# Belousov-Zhabotinsky reaction

Belousov-Zhabotinsky reaction [1] is a chemical reaction, or more precisely a reaction family, known for exhibiting temporal and spatial oscillations.

This reaction is one of the classical examples of the natural non-linear oscillations. Another prominent example is the previously analyzed prey-predator interactions in the ecosystem. Interestingly enough despite being of a very different nature both of these example can be modeled using Lotka-Volterra equations.

In this text we will also consider certai cellular automaton, which replicates the spatial oscillations seen in some of the Belousov-Zhabotinsky reactions.

## Belousov-Zhabotinsky reaction and Lotka-Volterra equations

In the most simplest and general case Belousov-Zhabotinsky reaction can be described by the following chain of chemical reactions:

$$A_1 + X_1 \rightarrow 2 X_1 + A_2,$$

$$X_1 + X_2 \rightarrow 2 X_2 + A_3,$$

$$X_2 \rightarrow A_4 ,$$

here $$X_i$$ are the main chemical ingredients, while $$A_i$$ are secondary chemical ingredients (which are needed for reactions to occur, or which are the product of these reactions).

From the above should be evident that $$X_1$$ concentration increases proportionally to $$k_1 C_{a1} C_{x1}$$ (the first reaction in the chain) and decreases proportionally to $$k_2C_{x1} C_{x2}$$ (the second reaction in the chain). Mathematically this can be written as ordinary differential equation:

$$\mathrm{d} C_{x1} = \left[ k_1 C_{a1} C_{x1} - k_2C_{x1} C_{x2} \right] \mathrm{d} t.$$

Here we use $$C_i$$ for concentrations, where $$i$$ is the index of ingredient (ex., "x1" stands for $$X_1$$). The rates of reaction is denoted as $$k_i$$, where $$i$$ is a number of reaction in the chain.

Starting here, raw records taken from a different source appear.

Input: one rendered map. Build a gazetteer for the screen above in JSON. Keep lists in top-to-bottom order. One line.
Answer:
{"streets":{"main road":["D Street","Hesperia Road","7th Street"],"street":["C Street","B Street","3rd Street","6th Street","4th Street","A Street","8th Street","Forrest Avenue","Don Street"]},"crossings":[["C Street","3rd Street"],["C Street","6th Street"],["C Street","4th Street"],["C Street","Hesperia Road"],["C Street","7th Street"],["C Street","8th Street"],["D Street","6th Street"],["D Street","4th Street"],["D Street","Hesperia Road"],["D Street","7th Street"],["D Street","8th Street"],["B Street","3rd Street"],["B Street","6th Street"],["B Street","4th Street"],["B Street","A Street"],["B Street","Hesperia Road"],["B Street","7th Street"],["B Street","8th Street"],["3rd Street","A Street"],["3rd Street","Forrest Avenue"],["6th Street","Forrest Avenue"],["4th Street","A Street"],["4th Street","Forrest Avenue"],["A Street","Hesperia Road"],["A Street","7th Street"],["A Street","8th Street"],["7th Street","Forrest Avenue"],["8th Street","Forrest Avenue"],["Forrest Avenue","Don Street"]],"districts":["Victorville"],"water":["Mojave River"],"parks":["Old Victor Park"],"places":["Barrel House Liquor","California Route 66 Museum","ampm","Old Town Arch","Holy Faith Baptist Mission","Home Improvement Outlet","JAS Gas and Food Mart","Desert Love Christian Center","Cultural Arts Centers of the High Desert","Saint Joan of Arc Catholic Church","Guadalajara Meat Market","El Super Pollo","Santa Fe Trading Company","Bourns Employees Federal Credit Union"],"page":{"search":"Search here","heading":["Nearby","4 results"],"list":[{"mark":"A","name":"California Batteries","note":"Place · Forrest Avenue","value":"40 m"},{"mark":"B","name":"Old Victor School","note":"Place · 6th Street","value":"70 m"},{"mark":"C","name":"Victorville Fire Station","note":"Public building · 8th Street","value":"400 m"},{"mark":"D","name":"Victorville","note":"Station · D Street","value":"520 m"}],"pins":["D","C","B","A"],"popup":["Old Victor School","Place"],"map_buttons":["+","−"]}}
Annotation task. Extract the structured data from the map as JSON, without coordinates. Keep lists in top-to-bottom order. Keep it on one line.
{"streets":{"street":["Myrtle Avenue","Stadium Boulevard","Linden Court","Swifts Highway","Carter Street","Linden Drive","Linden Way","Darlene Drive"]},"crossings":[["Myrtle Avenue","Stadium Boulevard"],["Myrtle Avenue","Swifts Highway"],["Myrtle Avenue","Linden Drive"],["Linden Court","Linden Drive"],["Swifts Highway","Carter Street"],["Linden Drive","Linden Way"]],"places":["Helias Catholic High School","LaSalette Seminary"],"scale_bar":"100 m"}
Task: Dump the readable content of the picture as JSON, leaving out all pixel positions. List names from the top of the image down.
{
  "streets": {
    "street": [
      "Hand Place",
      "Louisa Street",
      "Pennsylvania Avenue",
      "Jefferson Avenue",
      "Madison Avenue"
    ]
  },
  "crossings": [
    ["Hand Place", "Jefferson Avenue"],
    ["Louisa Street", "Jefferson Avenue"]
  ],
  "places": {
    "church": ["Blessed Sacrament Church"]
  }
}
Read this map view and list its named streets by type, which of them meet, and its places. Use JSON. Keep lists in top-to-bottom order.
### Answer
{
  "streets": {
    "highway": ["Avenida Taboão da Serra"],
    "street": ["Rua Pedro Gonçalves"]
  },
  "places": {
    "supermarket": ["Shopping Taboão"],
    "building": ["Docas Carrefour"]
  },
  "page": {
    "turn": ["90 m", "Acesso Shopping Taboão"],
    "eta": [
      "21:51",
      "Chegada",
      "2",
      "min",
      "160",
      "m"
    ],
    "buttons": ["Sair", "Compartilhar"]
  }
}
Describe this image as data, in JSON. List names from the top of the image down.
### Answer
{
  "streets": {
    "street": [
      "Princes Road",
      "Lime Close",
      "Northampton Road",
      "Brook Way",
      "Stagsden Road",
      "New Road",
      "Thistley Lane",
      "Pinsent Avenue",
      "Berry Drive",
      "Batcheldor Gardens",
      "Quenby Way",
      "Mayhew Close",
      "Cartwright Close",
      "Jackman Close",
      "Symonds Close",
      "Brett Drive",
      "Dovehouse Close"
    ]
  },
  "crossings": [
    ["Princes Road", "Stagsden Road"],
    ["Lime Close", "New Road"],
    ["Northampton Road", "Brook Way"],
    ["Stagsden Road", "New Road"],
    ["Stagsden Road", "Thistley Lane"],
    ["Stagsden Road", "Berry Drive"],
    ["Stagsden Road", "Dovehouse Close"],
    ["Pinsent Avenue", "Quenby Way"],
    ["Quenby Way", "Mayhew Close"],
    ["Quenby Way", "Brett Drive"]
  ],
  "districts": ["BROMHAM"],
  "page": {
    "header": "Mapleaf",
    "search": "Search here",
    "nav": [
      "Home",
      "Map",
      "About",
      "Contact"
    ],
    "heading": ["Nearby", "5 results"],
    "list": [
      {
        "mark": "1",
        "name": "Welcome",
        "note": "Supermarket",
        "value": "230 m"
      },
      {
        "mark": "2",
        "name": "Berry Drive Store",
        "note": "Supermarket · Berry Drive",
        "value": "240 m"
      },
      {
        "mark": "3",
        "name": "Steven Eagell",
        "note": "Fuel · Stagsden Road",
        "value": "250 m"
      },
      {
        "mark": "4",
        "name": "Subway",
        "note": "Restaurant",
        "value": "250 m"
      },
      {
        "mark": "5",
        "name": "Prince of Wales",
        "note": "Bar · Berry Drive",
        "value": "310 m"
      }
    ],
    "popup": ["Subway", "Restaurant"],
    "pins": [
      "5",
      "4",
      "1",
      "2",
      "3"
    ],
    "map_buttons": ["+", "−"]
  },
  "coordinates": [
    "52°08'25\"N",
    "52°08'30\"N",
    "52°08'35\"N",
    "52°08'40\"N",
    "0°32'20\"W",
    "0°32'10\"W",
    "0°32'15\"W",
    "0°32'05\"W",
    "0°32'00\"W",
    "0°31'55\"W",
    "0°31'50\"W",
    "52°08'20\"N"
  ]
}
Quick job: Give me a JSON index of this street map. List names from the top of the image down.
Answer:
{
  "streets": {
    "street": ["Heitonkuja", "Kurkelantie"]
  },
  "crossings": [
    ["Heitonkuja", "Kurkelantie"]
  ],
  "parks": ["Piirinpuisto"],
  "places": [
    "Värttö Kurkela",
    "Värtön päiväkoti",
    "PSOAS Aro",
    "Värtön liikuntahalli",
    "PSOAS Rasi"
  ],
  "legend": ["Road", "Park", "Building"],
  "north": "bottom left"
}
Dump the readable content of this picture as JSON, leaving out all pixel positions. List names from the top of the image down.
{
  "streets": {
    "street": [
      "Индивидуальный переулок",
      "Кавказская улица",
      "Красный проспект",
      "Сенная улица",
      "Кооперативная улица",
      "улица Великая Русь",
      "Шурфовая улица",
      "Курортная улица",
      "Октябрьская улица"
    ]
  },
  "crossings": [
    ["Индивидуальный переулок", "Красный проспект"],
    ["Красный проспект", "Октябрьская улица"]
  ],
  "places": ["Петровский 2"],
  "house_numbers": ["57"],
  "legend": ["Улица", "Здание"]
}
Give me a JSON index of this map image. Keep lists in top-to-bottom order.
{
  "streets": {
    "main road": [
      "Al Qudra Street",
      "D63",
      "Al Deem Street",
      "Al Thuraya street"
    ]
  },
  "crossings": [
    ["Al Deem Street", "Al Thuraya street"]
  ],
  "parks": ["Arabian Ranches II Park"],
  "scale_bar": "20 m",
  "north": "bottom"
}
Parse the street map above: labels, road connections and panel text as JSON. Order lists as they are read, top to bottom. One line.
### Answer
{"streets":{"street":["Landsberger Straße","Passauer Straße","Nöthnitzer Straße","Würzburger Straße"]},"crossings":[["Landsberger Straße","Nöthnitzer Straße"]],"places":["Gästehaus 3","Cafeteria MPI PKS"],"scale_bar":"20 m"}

The second reaction increases $$X_2$$ concentration proportionally to $$k_2 C_{x1} C_{x2}$$. The concentration of $$X_2$$ decreases due to the third reaction and proportionally to $$k_3 C_{x2}$$. Mathematically this can be expressed as:

$$\mathrm{d} C_{x2} = \left[ k_2 C_{x1} C_{x2} - k_3C_{x2} \right] \mathrm{d} t.$$

Now compare these two ordinary differential equation and Lotka-Volterra equations! The $$C_{a1}$$ can be assumed to be a constant model parameter for the sake of comparison.

## Cellular automaton

The cellular automaton model for the Belousov-Zhabotinsky reaction was proposed by A. K. Dewdney in [2]. The rules were set as follows:

• If the cell is in state 1, then it changes its state to the $$[a / k_1]+[ b / k_2 ]+1$$ state, where $$a$$ is a number of cells in the intermediate states (namely larger than 1 and smaller than 255), while $$b$$ is a number of cells in the 255 state. $$k_1$$ and $$k_2$$ are the model parameters, which should be in the range from 1 to 8. The square brackets extracts integer from a real number (t.y. $$[2.5]=2$$).
• If the cell is in state 255, then it changes its state to 1.
• The cells in the intermediate states (namely larger than 1 and smaller than 255), switch to $$[ S / (a+b+1) ]+g$$, where $$a$$ and $$b$$ are the same as before, while $$S$$ are the sum of the states of the nearest 8 neighbors. $$g$$ is a parameter set by user, it should be integer number larger than 1, but smaller than 255.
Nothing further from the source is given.